バックを整理したら、紙吹雪が舞い落ちた。演舞場の千秋楽の日のスーパー歌舞伎の紙吹雪だ。普通だと観ないのかもしれないが、我が家の活動的な若者夫婦の影響で、その乘りに付き合ってきた。
行く動機になったのは、曾孫が必ずチャンネルを回す「ワンピース」なる番組が、よく掴めないことも気になっていたからかもしれない。新橋演舞場は八割は若者で埋まっていた。 この「ワンピース」を演じるにあたって、市川猿之助が危ぶむ声もあるかもしれないが、そうしたものを手掛けることで、本来の歌舞伎の演出に新たな道がつくかもしれない、というようなことを語っていたのも耳に残っていた。

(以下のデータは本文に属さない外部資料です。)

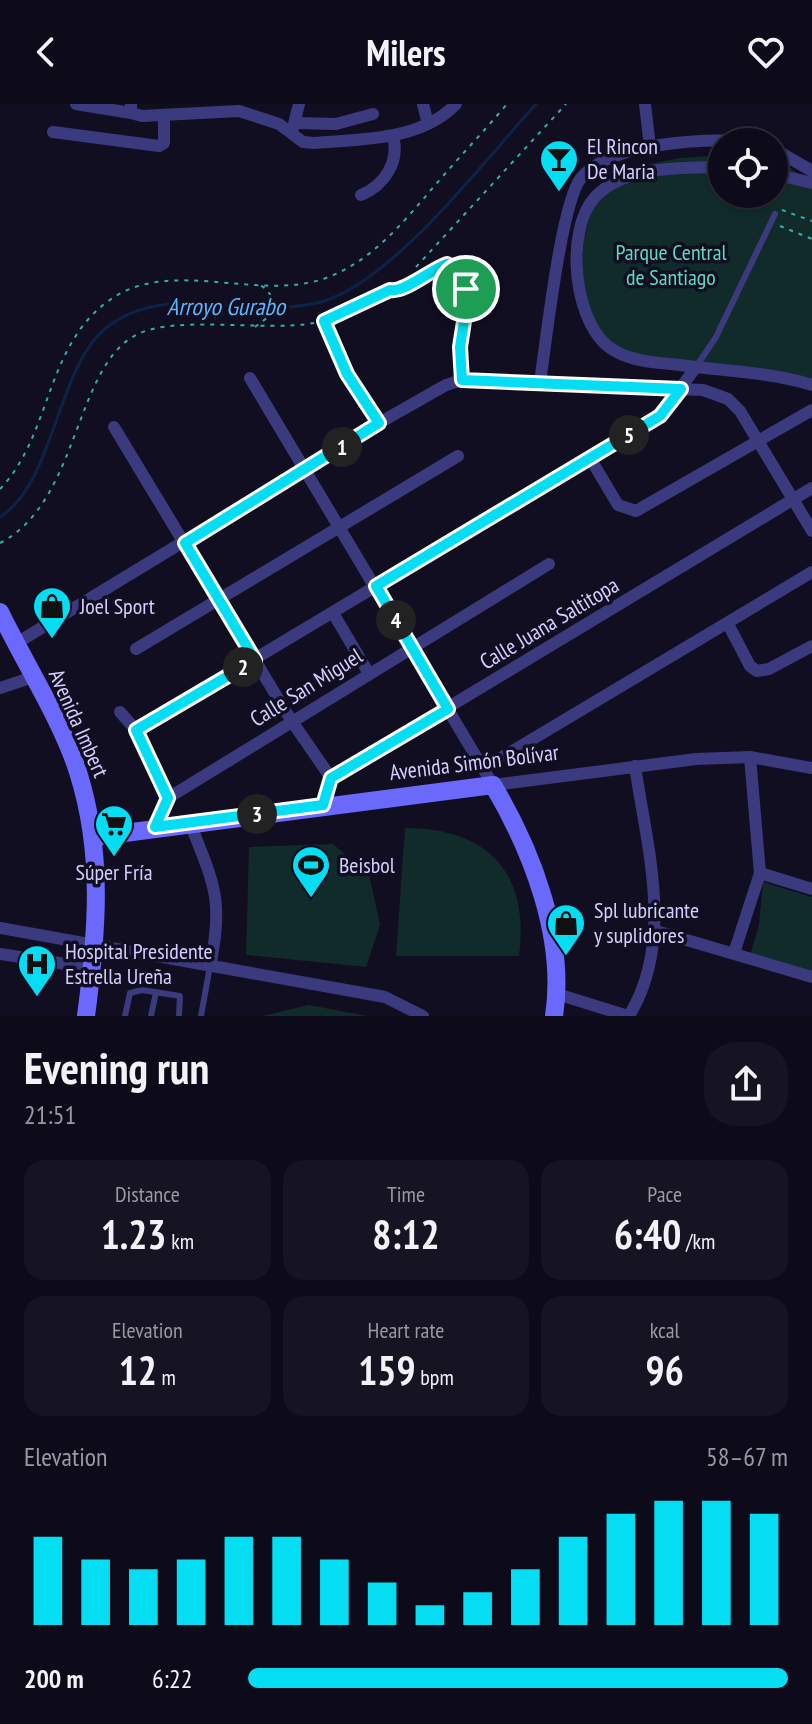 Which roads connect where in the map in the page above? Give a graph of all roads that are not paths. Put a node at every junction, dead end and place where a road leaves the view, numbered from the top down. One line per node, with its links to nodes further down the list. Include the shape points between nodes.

二幕目では、主人公のルフィこと猿之助が観客の頭の上を行き交い、イルカも行き交う。果ては石段を思いっきりの水が流れて、その石段での役者の立ち回り。観客の全部が総立ちの手拍子。これはクライマックスだと思ったが、三幕目もあった。楽屋では大忙しだったらろう。
その三幕目で思いっきりの紙吹雪が飛んで、座っている膝に積もるくらいの量だったから、バックの中に入りこんでいたのだ。ワンピースとは財宝でそれを目指して海を渡る海賊物語だ。例えば子供時代の「宝島」「大菩薩峠」「里見八犬伝」など、物語の紡ぎ方で、いくらでも語は続くのかもしれない。 今回の歌舞伎は、コミックスの51~60巻で描かれる「頂上戦争編」だそうである。
うーん、疲れた。家路の夕闇の中に柊の花が匂っていた。手に取ると紙吹雪よりも白かった。